==== Supplied information

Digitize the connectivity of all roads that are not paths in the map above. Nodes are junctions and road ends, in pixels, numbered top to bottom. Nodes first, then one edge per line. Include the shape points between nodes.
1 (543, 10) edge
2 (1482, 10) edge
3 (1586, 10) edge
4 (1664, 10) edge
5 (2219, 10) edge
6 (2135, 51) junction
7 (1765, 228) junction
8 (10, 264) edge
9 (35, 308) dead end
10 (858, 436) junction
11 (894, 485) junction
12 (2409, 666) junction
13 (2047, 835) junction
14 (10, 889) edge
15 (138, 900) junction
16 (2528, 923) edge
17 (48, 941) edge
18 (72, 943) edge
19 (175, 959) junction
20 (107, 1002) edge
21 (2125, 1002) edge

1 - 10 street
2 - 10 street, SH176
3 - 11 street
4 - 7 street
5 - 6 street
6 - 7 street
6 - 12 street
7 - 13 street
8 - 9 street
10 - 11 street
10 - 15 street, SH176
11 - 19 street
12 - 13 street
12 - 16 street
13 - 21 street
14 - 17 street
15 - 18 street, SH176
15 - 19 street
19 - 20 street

========

> What you should do: Print the entries above exactly as they were written, down to the last line.

> Exercise response:
Digitize the connectivity of all roads that are not paths in the map above. Nodes are junctions and road ends, in pixels, numbered top to bottom. Nodes first, then one edge per line. Include the shape points between nodes.
1 (543, 10) edge
2 (1482, 10) edge
3 (1586, 10) edge
4 (1664, 10) edge
5 (2219, 10) edge
6 (2135, 51) junction
7 (1765, 228) junction
8 (10, 264) edge
9 (35, 308) dead end
10 (858, 436) junction
11 (894, 485) junction
12 (2409, 666) junction
13 (2047, 835) junction
14 (10, 889) edge
15 (138, 900) junction
16 (2528, 923) edge
17 (48, 941) edge
18 (72, 943) edge
19 (175, 959) junction
20 (107, 1002) edge
21 (2125, 1002) edge

1 - 10 street
2 - 10 street, SH176
3 - 11 street
4 - 7 street
5 - 6 street
6 - 7 street
6 - 12 street
7 - 13 street
8 - 9 street
10 - 11 street
10 - 15 street, SH176
11 - 19 street
12 - 13 street
12 - 16 street
13 - 21 street
14 - 17 street
15 - 18 street, SH176
15 - 19 street
19 - 20 street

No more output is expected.